Perhaps the most depressing aspect about the entire disaster is that Olivia having to decide between her Blueverse and Amberverse memories could have been an interesting, valid and exciting storyline, a good dilemma with no simple solution in sight. After all, her Blueverse memories are basically the show we've been following for the first three seasons, and while the Amberverse had less time, it still managed to ingratiate itself (to me, at least) very much over the course of this season, with Astrid more in the field, the mother-daughter relationship between Olivia and Nina, Lincoln, and Olivia and Walter. So, presenting both realities as valid alternatives between whom Olivia could choose: that would have been a good story.

It wasn't the story the show chose to tell.

The show explicitly made Olivia's choice not between two lives, but between one romantic relationship and an entire lifetime of memories and non-romantic relationships. It declared Olivia willing to give up everything else that defined her if she would have said romantic relationship. And thus she joins the ranks of season 4 of Farscape Aeryn Sun and season 4.5 of BSG Laura Roslin as formerly complex female character reduced to and defined by the role of love interest, to put it brutally. The fact that as opposed to Laura and Aeryn, she was not just one of the main characters, she was the main character.

TV really wants to make me anti-shippery, doesn't it?

Almost as bad and baffling as the decision the show made for its heroine is the way the case of the week is used. I mean, it's so bizarre that I almost dare to hope for intended textual subversion. Because the interpretation Olivia gives to the widow's resumé of her relationships is that the woman "has given up on the possibility of love" and could not have love in her life. How she gets this from the woman in question saying that her late husband was her best friend who used to console her when she got her heart broken by another boyfriend, and that "he didn't understand there is a difference between love and being in love" is beyond me. Unless Olivia thinks that love can only be the rush of falling-in-love, as opposed to a relationship that developes a romantic dimension in addition to friendship. Which would be not only very adolescent of her but also deeply ironic, given that the Blueverse actually had her relationship with Peter develop in just such a way; they were friends first. Moreover, the villain of the week is obsessed with the falling-in-love stage of love, wants to achieve this artificially for himself at the expense of other people's lives (note to scriptwriter: Patrick Süßkind wants his royalties!), and argues everyone has the right to be loved this way; if the episode were better written, I'd say he's the embodiment of the horribly immature notion of romantic-love-above-everything-else-nothing-is-as-important Olivia displays at the end, a warning example and externalized monster, but given the way the later half of s3 played out I can't give the scriptwriters that much credit.
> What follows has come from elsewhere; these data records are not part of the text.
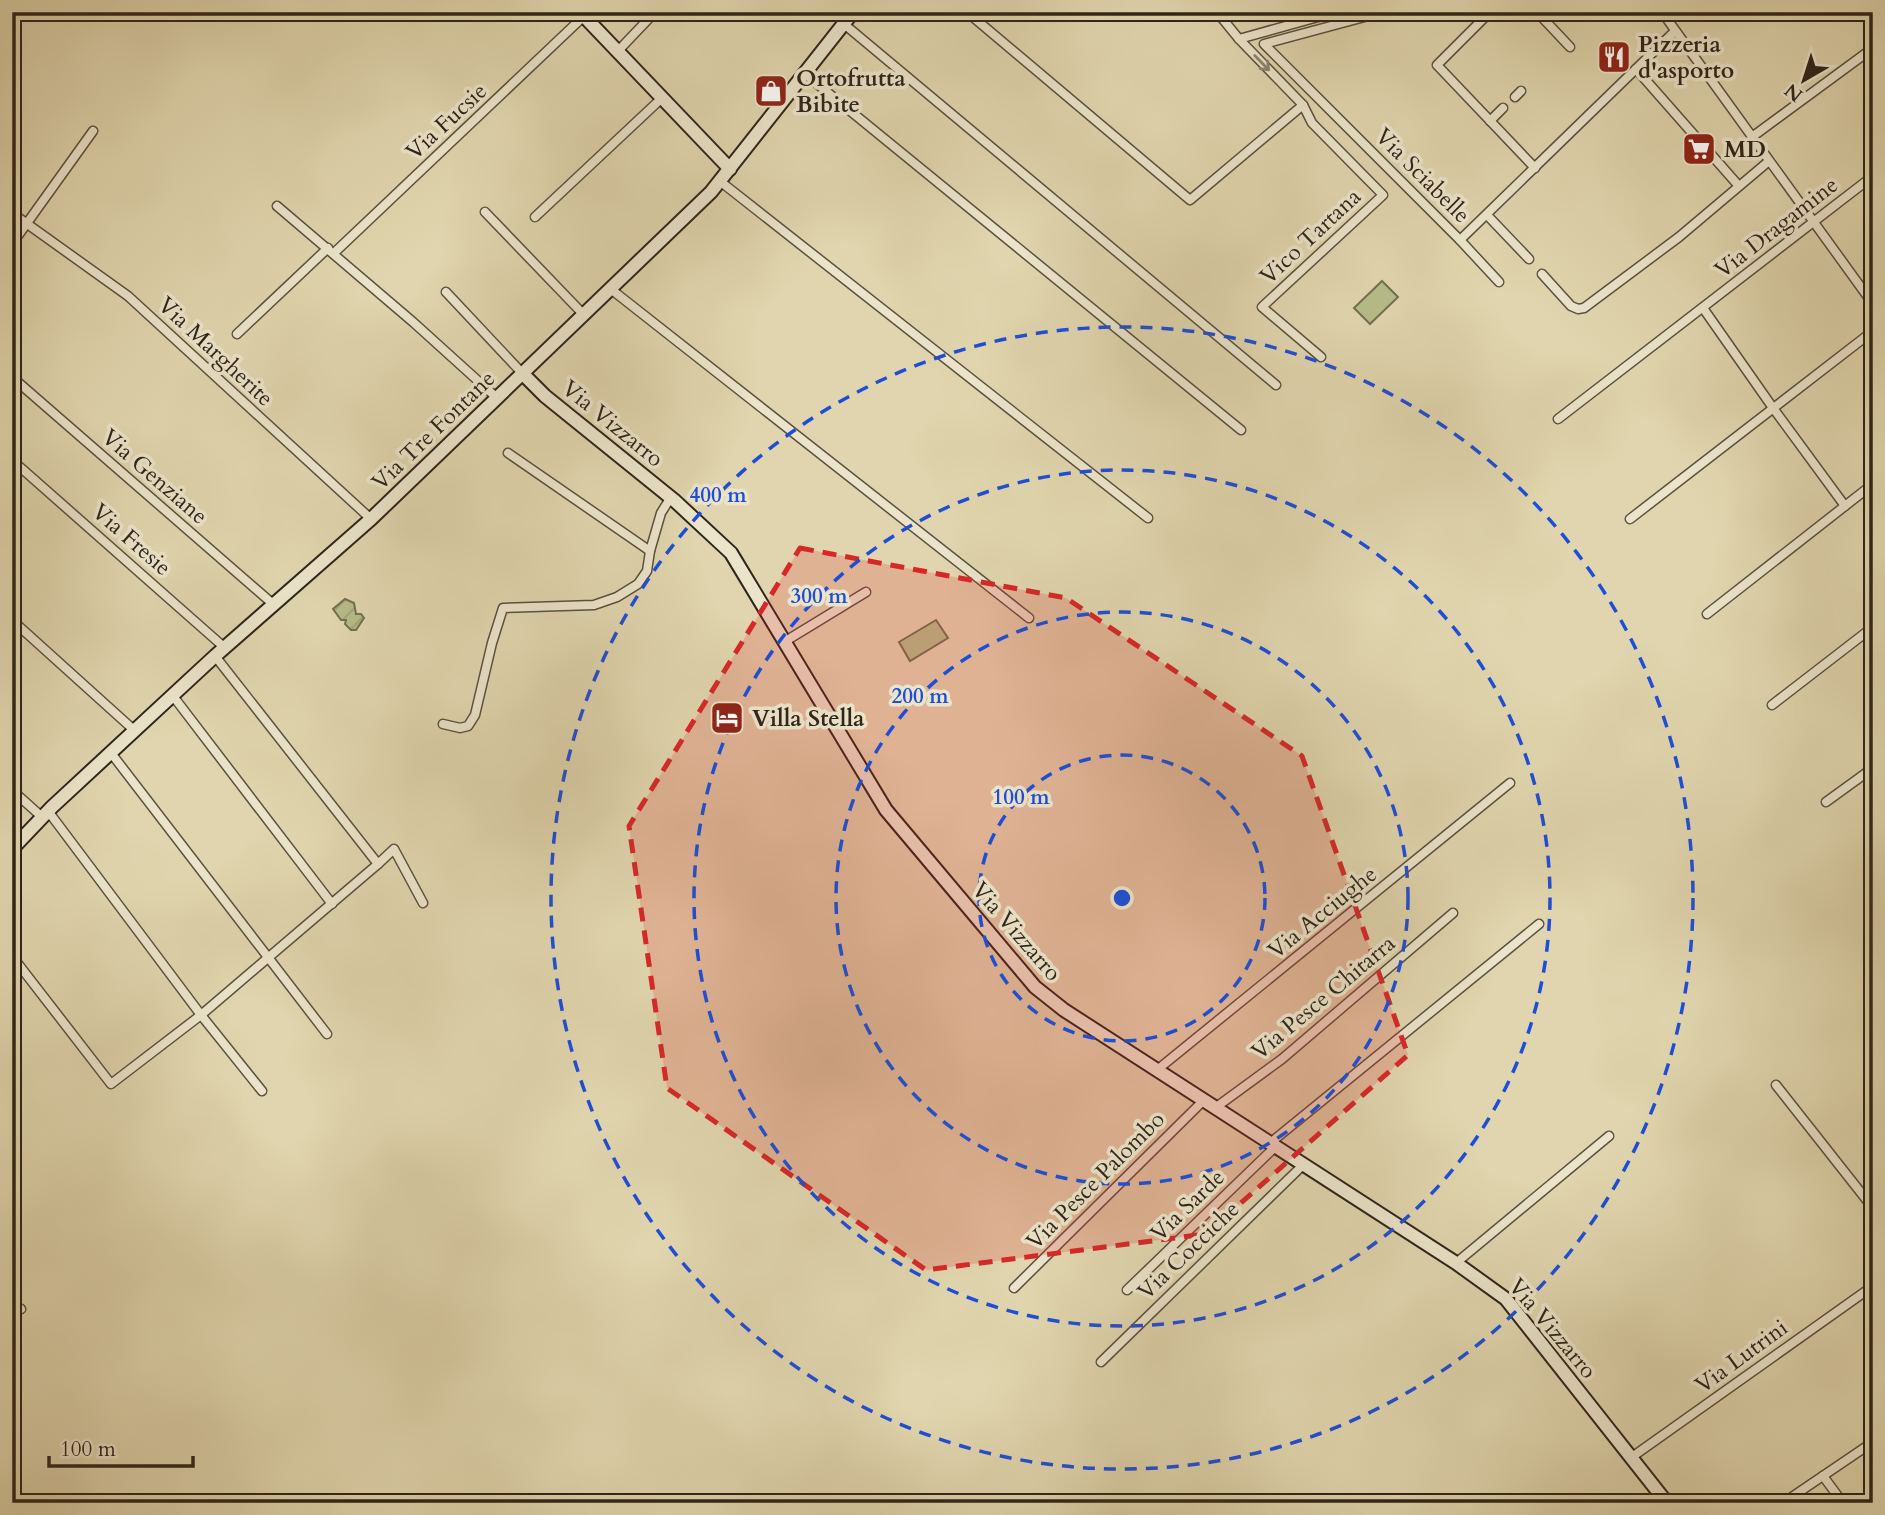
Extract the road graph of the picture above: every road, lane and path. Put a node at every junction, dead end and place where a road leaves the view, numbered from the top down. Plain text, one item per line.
1 (655, 12) edge
2 (835, 12) edge
3 (967, 12) edge
4 (1217, 12) edge
5 (1336, 12) edge
6 (1383, 12) edge
7 (1490, 12) edge
8 (1537, 12) edge
9 (1662, 12) edge
10 (582, 14) edge
11 (848, 19) edge
12 (1675, 31) junction
13 (1239, 39) junction
14 (1570, 47) dead end
15 (1873, 48) edge
16 (618, 51) junction
17 (1636, 69) junction
18 (805, 74) junction
19 (663, 97) junction
20 (1303, 105) junction
21 (1503, 108) dead end
22 (1490, 121) junction
23 (93, 131) dead end
24 (1752, 137) junction
25 (1769, 161) junction
26 (1535, 168) junction
27 (730, 169) junction
28 (1873, 176) edge
29 (721, 182) junction
30 (1738, 185) junction
31 (277, 206) dead end
32 (485, 212) dead end
33 (12, 213) edge
34 (1487, 215) junction
35 (535, 217) dead end
36 (27, 222) junction
37 (1814, 222) junction
38 (1460, 240) junction
39 (12, 244) edge
40 (331, 251) junction
41 (1529, 259) dead end
42 (1542, 274) dead end
43 (1499, 282) dead end
44 (612, 290) junction
45 (446, 292) dead end
46 (1873, 304) edge
47 (1703, 308) junction
48 (584, 315) junction
49 (1873, 331) edge
50 (237, 334) dead end
51 (1321, 357) dead end
52 (522, 373) junction
53 (12, 377) edge
54 (1276, 384) dead end
55 (497, 398) junction
56 (1773, 408) junction
57 (1558, 419) dead end
58 (1241, 430) dead end
59 (508, 453) dead end
60 (12, 460) edge
61 (1873, 484) edge
62 (671, 497) junction
63 (1845, 506) junction
64 (1147, 518) dead end
65 (370, 519) junction
66 (1630, 519) dead end
67 (650, 551) junction
68 (866, 592) dead end
69 (274, 604) junction
70 (1707, 614) dead end
71 (1029, 618) dead end
72 (12, 620) edge
73 (1873, 627) edge
74 (784, 642) junction
75 (225, 648) junction
76 (215, 656) junction
77 (173, 696) junction
78 (1772, 705) dead end
79 (443, 724) dead end
80 (135, 731) junction
81 (111, 753) junction
82 (1869, 770) edge
83 (1873, 781) edge
84 (1510, 783) dead end
85 (12, 790) edge
86 (1826, 802) dead end
87 (45, 814) junction
88 (12, 849) edge
89 (379, 864) junction
90 (423, 903) dead end
91 (332, 904) junction
92 (1453, 913) dead end
93 (1539, 924) dead end
94 (12, 957) edge
95 (269, 957) junction
96 (201, 1015) junction
97 (327, 1034) dead end
98 (1157, 1070) junction
99 (1776, 1085) dead end
100 (262, 1091) dead end
101 (1203, 1101) junction
102 (1215, 1108) junction
103 (1609, 1136) dead end
104 (1271, 1146) junction
105 (1302, 1166) junction
106 (1873, 1208) edge
107 (1456, 1263) junction
108 (1873, 1286) edge
109 (1014, 1287) dead end
110 (1127, 1290) dead end
111 (1101, 1362) dead end
112 (1873, 1442) edge
113 (1632, 1457) junction
114 (1823, 1476) junction
115 (1667, 1503) edge
116 (1783, 1503) edge
117 (1843, 1503) edge

1 - 16 street
2 - 11 street
3 - 20 street
4 - 13 street, Vico Tartana
5 - 13 street
6 - 38 street, Via Sciabelle
7 - 22 street
8 - 14 street
9 - 12 street
10 - 16 street
10 - 40 street, Via Fucsie
11 - 18 street, Via Tre Fontane
11 - 54 street
12 - 17 street, Via Sciabelle
12 - 24 street
13 -> 20 street, Vico Tartana
15 - 24 street
16 - 19 street
17 - 26 street, Via Sciabelle
17 - 30 street
18 - 27 street, Via Tre Fontane
18 - 58 street
19 - 27 street
19 - 35 street
20 - 51 street, Vico Tartana
21 - 22 street
22 - 26 street
23 - 36 street
24 - 25 street
25 - 30 street
25 - 37 street
26 - 34 street, Via Sciabelle
27 - 29 street, Via Tre Fontane
28 - 37 street, Via Dragamine
29 - 44 street, Via Tre Fontane
29 - 64 street
30 - 42 street
31 - 40 street
32 - 48 street
33 - 36 street, Via Margherite
34 - 38 street, Via Sciabelle
34 - 41 street
36 - 39 street
36 - 65 street, Via Margherite
37 - 46 street
37 - 47 street, Via Dragamine
38 - 43 street
40 - 50 street, Via Fucsie
40 - 55 street
44 - 48 street, Via Tre Fontane
44 - 71 street
45 - 52 street
47 - 56 street
47 - 57 street, Via Dragamine
48 - 52 street, Via Tre Fontane
49 - 56 street
52 - 55 street, Via Tre Fontane
52 - 62 street, Via Vizzarro
53 - 69 street, Via Genziane
55 - 65 street, Via Tre Fontane
56 - 63 street
56 - 66 street
59 - 67 street
60 - 75 street, Via Fresie
61 - 63 street
62 - 67 street
62 - 74 street, Via Vizzarro
63 - 70 street
65 - 69 street, Via Tre Fontane
67 - 79 street
68 - 74 street
69 - 75 street, Via Tre Fontane
72 - 80 street
73 - 78 street
74 - 98 street, Via Vizzarro
75 - 76 street, Via Tre Fontane
76 - 77 street, Via Tre Fontane
76 - 89 street
77 - 80 street, Via Tre Fontane
77 - 91 street
80 - 81 street, Via Tre Fontane
81 - 87 street, Via Tre Fontane
81 - 95 street
82 - 83 street
82 - 86 street
84 - 98 street, Via Acciughe
85 - 87 street
87 - 88 street, Via Tre Fontane
87 - 96 street
89 - 90 street
89 - 91 street
91 - 95 street
92 - 102 street, Via Pesce Chitarra
93 - 104 street, Via Sarde
94 - 96 street
95 - 96 street
95 - 97 street
96 - 100 street
98 - 101 street, Via Vizzarro
99 - 106 street
101 - 102 street, Via Vizzarro
101 - 109 street, Via Pesce Palombo
102 - 104 street, Via Vizzarro
103 - 107 street
104 - 105 street, Via Vizzarro
104 - 110 street, Via Sarde
105 - 107 street, Via Vizzarro
105 - 111 street, Via Cocciche
107 - 113 street, Via Vizzarro
108 - 113 street, Via Lutrini
112 - 114 street
113 - 115 street, Via Vizzarro
114 - 116 street
114 - 117 street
I would say I want a reality where Peter is erased for good, but actually Peter isn't the problem. His scene with Walter reminded me again that the Bishops' interaction is an asset to the show. But say the actor dies of a heart attack tomorrow; we'd still have a problem, because if the writer really think Olivia Dunham should be defined by romance in this way, then we'd have the same mess with Lincoln or whoever replaced Peter in the narrative.

Excuse me. In order to keep myself from cursing our cultural obsession with romance, I'll remind myself there are actual couples I 'ship so I shouldn't get on my high horse. Mind you: the reason why I 'ship, say, Xavier and Magneto is precisely because both of them, in most of their various media incarnations, would be absolutely appalled by the idea of romantic-love-above-and-excluding-everything_else propogated in this episode. Oh, for Helen Magnus in that last but one episode of s3 of Sanctuary who when presented with an imaginary life where her beloved is with her but everything else is gone declares unhesitatingly this is not for her and she wants her other life back, thanks a lot.